1軍レベルの投手とバッテリーを組ませる目的での長坂の抹消は理解できる

 岡田監督が交流戦を前にした囲み取材で第3捕手としてチームに帯同していた長坂の登録を抹消した狙いを以下のように語っています。

1軍におったピッチャーを(2軍で)投げさせるからな。長坂に受けさそうと思って。
(中略)
富田とかな、そういうピッチャーは、長坂に受けさせたほうがなええからな。経験があるやつに。

 この目的は合理的ですし、理解する声が大半を占めるでしょう。

 ただ、1軍での第3捕手の出場機会が少なすぎる問題は残ったままです。『戦力の最大化』を目指した起用方法を怠った “ツケ” は取り返しが付かなくなるため、捕手の起用方法が重要になると思われます。

 

長坂のような第3捕手は1軍に必要な戦力

 現在の阪神は正捕手の梅野と第2捕手の坂本がスタメンマスクを完全に分け合っている状況です。

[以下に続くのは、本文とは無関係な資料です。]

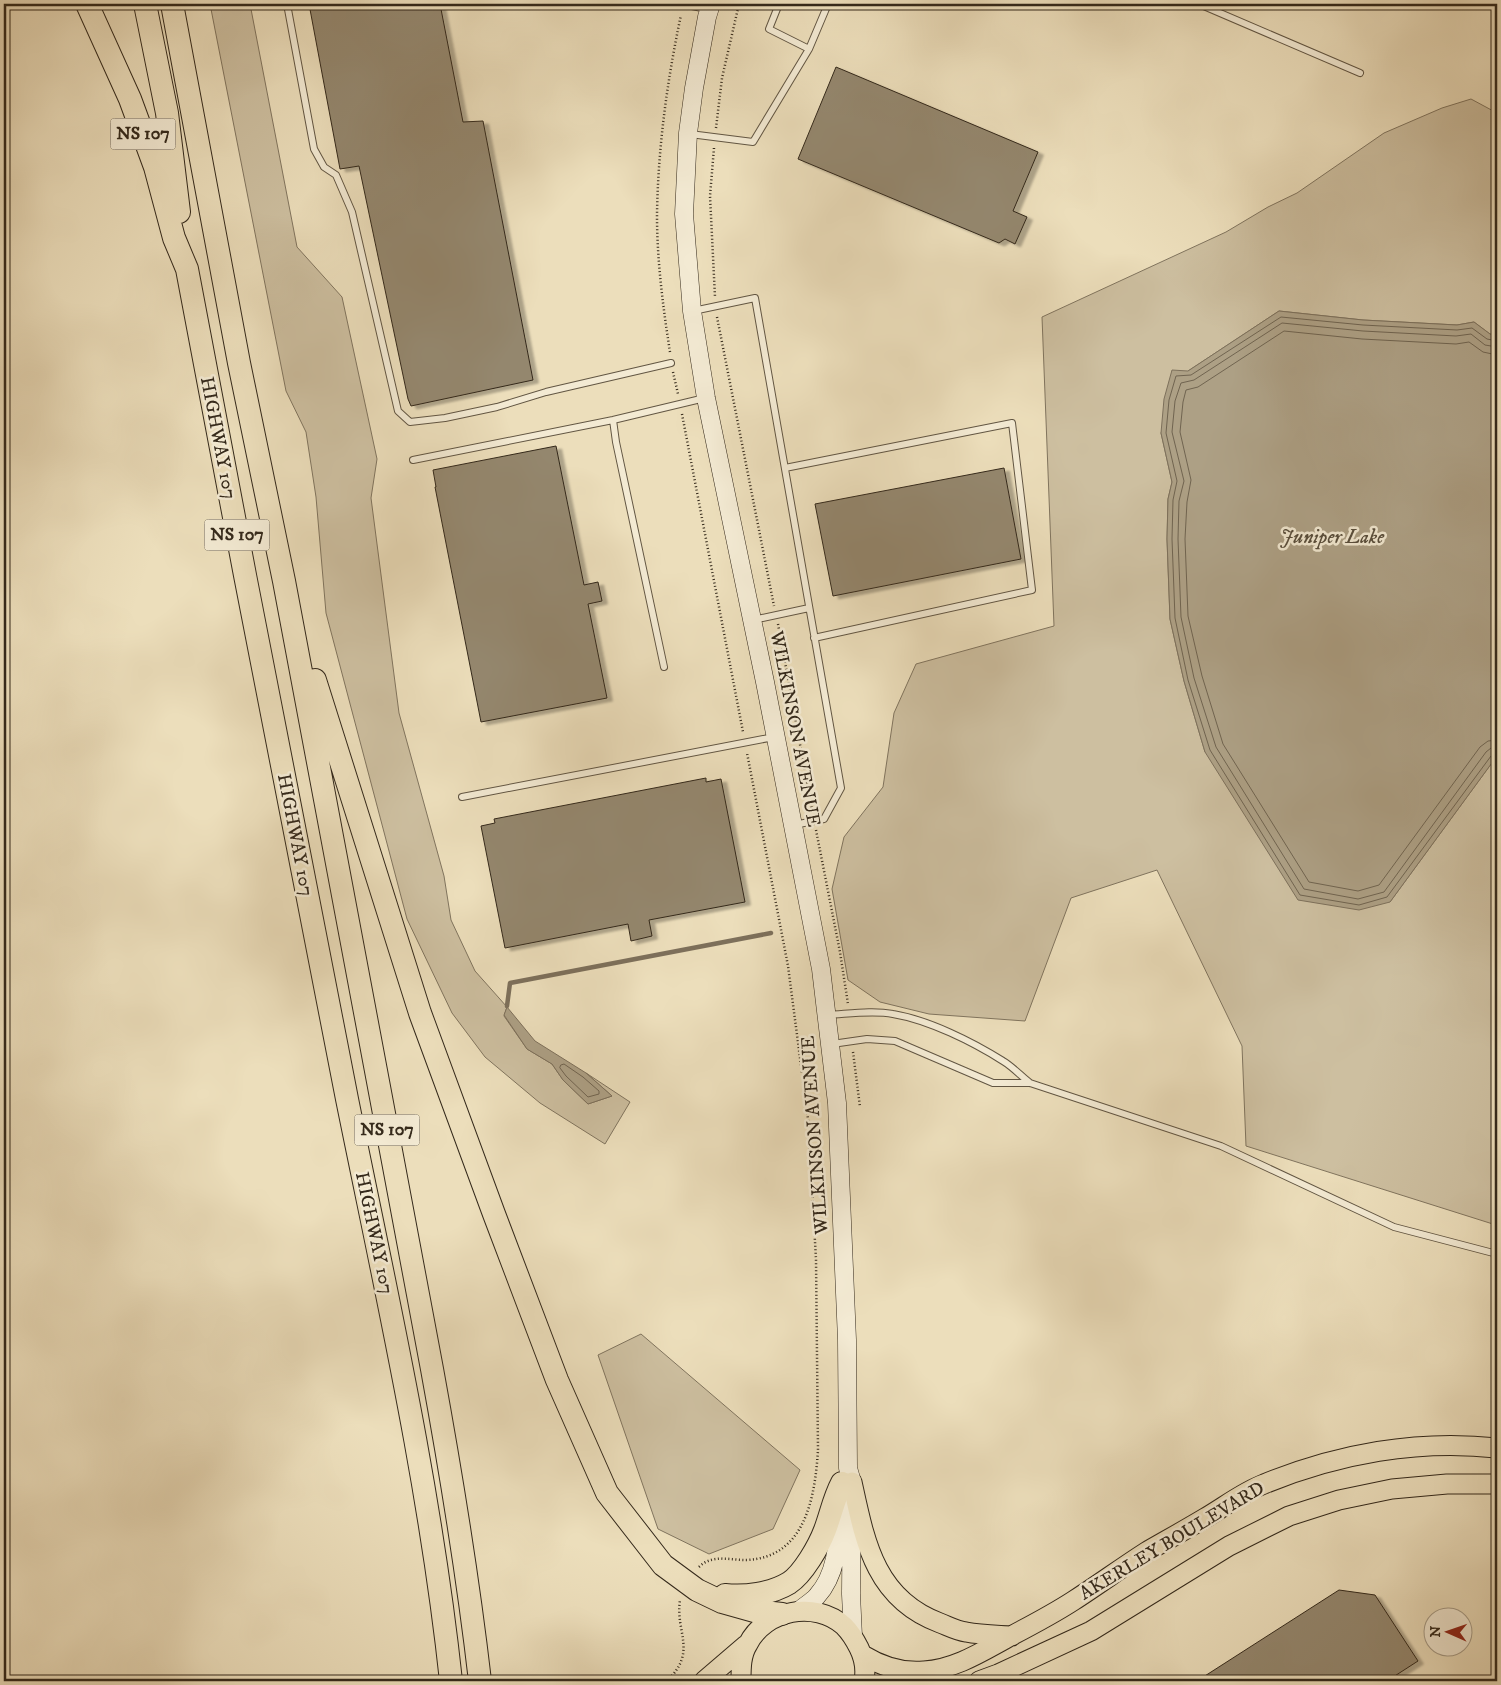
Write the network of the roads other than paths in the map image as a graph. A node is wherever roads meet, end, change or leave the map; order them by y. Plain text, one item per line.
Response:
1 (87, 4) edge
2 (145, 4) edge
3 (172, 4) edge
4 (287, 4) edge
5 (683, 4) edge
6 (779, 4) edge
7 (828, 4) edge
8 (1199, 4) edge
9 (710, 7) edge
10 (809, 49) junction
11 (1360, 73) dead end
12 (688, 133) junction
13 (187, 269) junction
14 (692, 311) junction
15 (671, 363) road end
16 (706, 398) junction
17 (613, 420) junction
18 (413, 460) dead end
19 (785, 468) junction
20 (284, 581) junction
21 (809, 608) junction
22 (752, 620) junction
23 (814, 638) junction
24 (664, 667) dead end
25 (775, 736) junction
26 (462, 797) dead end
27 (792, 825) junction
28 (827, 1015) junction
29 (830, 1044) junction
30 (1030, 1083) junction
31 (1497, 1254) edge
32 (1497, 1448) edge
33 (847, 1477) junction
34 (1497, 1484) edge
35 (692, 1584) junction
36 (791, 1612) junction
37 (1092, 1631) junction
38 (1012, 1636) junction
39 (854, 1637) junction
40 (747, 1644) junction
41 (863, 1655) junction
42 (450, 1681) edge
43 (480, 1681) edge
44 (704, 1681) edge
45 (741, 1681) edge
46 (864, 1681) edge
47 (979, 1681) edge
48 (1009, 1681) edge

1 - 13 highway, HIGHWAY 107 / NS 107
2 - 13 highway
3 - 20 highway, HIGHWAY 107 / NS 107
4 - 15 lane
5 - 9 lane
6 - 10 lane
7 - 10 lane
8 - 11 lane
9 - 12 street, WILKINSON AVENUE
10 - 12 lane
12 - 14 street, WILKINSON AVENUE
13 - 42 highway, HIGHWAY 107 / NS 107
14 - 16 street, WILKINSON AVENUE
14 - 19 lane
16 - 17 lane
16 - 22 street, WILKINSON AVENUE
17 - 18 lane
17 - 24 lane
19 - 21 lane
19 - 23 lane
20 - 35 highway
20 - 43 highway, HIGHWAY 107 / NS 107
21 - 22 lane
21 - 23 lane
22 - 25 street, WILKINSON AVENUE
23 - 27 lane
25 - 26 lane
25 - 27 street, WILKINSON AVENUE
27 - 28 street, WILKINSON AVENUE
28 - 29 street, WILKINSON AVENUE
28 - 30 lane
29 - 30 lane
29 - 33 street, WILKINSON AVENUE
30 - 31 lane
32 - 38 main road, AKERLEY BOULEVARD
33 - 35 highway
33 - 36 street, WILKINSON AVENUE
33 - 38 main road
33 - 39 street, WILKINSON AVENUE
34 - 37 main road, AKERLEY BOULEVARD
35 - 36 highway
36 - 39 main road
36 - 40 main road
37 - 47 main road, AKERLEY BOULEVARD
37 - 48 main road
38 - 41 main road, AKERLEY BOULEVARD
39 - 41 main road
40 - 44 main road
40 - 45 main road
41 - 46 main road

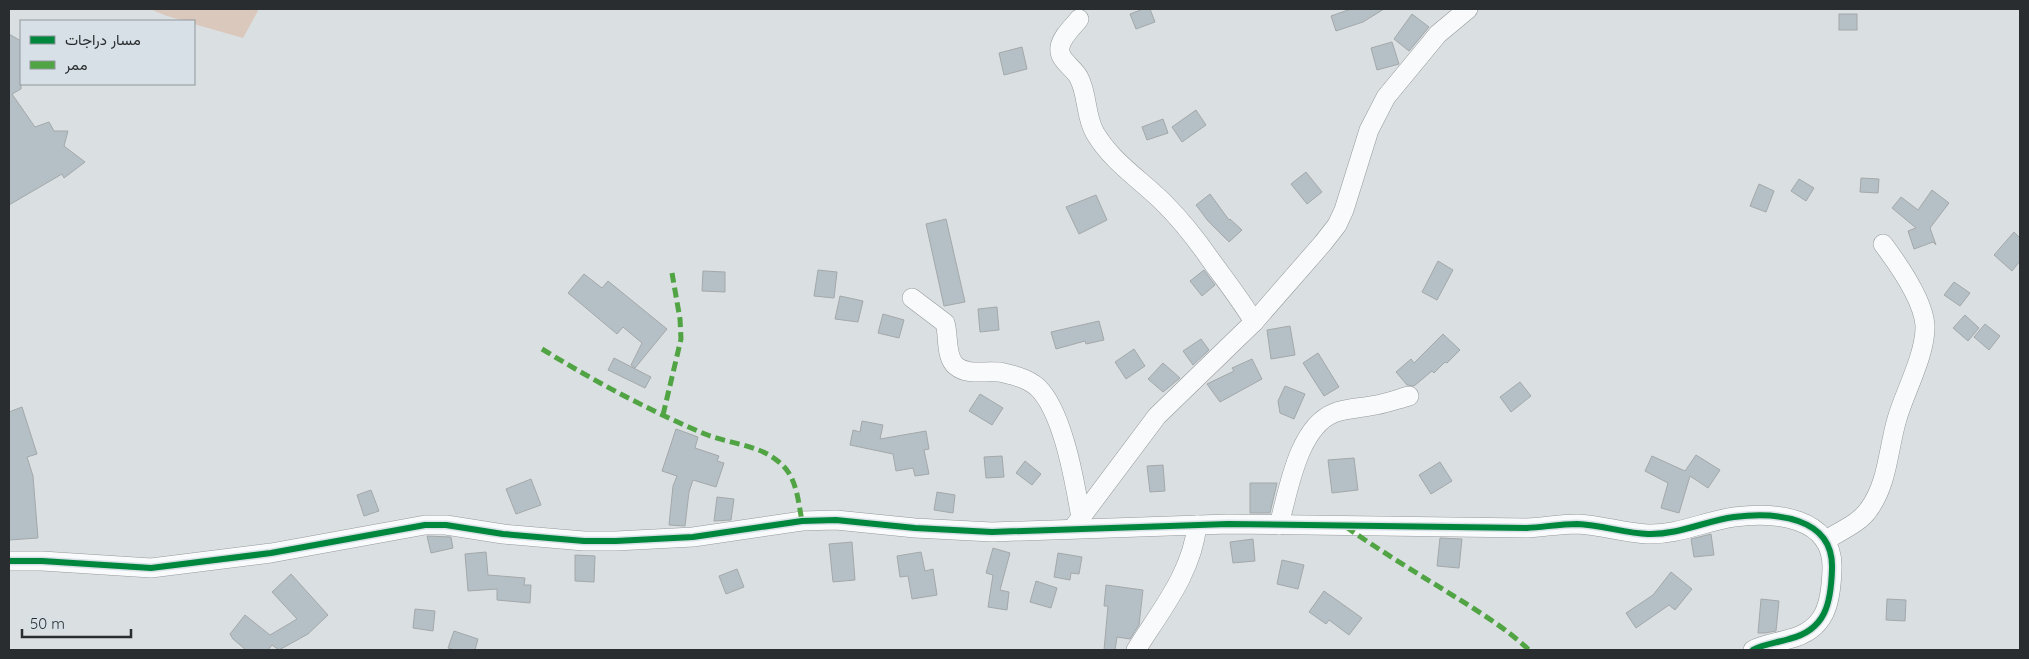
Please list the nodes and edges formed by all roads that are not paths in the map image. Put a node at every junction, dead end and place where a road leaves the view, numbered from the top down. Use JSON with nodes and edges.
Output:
{"nodes":[{"id":1,"x":1468,"y":9,"type":"edge"},
{"id":2,"x":1079,"y":19,"type":"dead end"},
{"id":3,"x":1884,"y":244,"type":"dead end"},
{"id":4,"x":912,"y":298,"type":"dead end"},
{"id":5,"x":1254,"y":322,"type":"junction"},
{"id":6,"x":1410,"y":396,"type":"dead end"},
{"id":7,"x":1077,"y":523,"type":"junction"},
{"id":8,"x":1197,"y":525,"type":"junction"},
{"id":9,"x":1279,"y":525,"type":"junction"},
{"id":10,"x":1826,"y":540,"type":"junction"},
{"id":11,"x":9,"y":561,"type":"edge"},
{"id":12,"x":1136,"y":650,"type":"edge"},
{"id":13,"x":1753,"y":650,"type":"edge"}],
"edges":[{"from":1,"to":5,"type":"street"},
{"from":2,"to":5,"type":"street"},
{"from":3,"to":10,"type":"street"},
{"from":4,"to":7,"type":"street"},
{"from":5,"to":7,"type":"street"},
{"from":6,"to":9,"type":"street"},
{"from":7,"to":8,"type":"street"},
{"from":7,"to":11,"type":"street"},
{"from":8,"to":9,"type":"street"},
{"from":8,"to":12,"type":"street"},
{"from":9,"to":10,"type":"street"},
{"from":10,"to":13,"type":"street"}]}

 長坂のような第3捕手が必要となるのは「梅野と坂本のどちらかが予期せぬ負傷での離脱を強いられた場合」です。

 そうした事態に直面した場合に “即座に” 週1〜2試合でスタメンマスクを被ってもらう必要性が生じます。だから、「試合感を保たせるために長坂にも1軍でマスクを被らせろ」との声が出るのです。

 

教育目的で中川を1軍に帯同するのは良い

 岡田監督は「捕手は先発フル出場が原則」の起用方針を採っているため、長坂を1軍の第3捕手として登録しておくメリットがほとんどありませんでした。

 先発投手が早いイニングで KO された試合でも第3捕手にマスクを被る機会は訪れなかったのです。それなら、中川勇斗('21年ドラ7)や藤田健斗('19年ドラ5)を教育目的で帯同させた方が合理的です。

 その一方で長坂には「1軍昇格を前提にファーム調整中の投手とのバッテリーで実戦感覚を養う」という大事な役割が任されることになるため、『1軍再昇格のタイミング』と『再昇格後の役割』が重要になるでしょう。

 交流戦終了後も第3捕手がマスクを被る機会がほとんど訪れないのであれば、「次世代の正捕手育成」を妨げる弊害をもたらすことになるからです。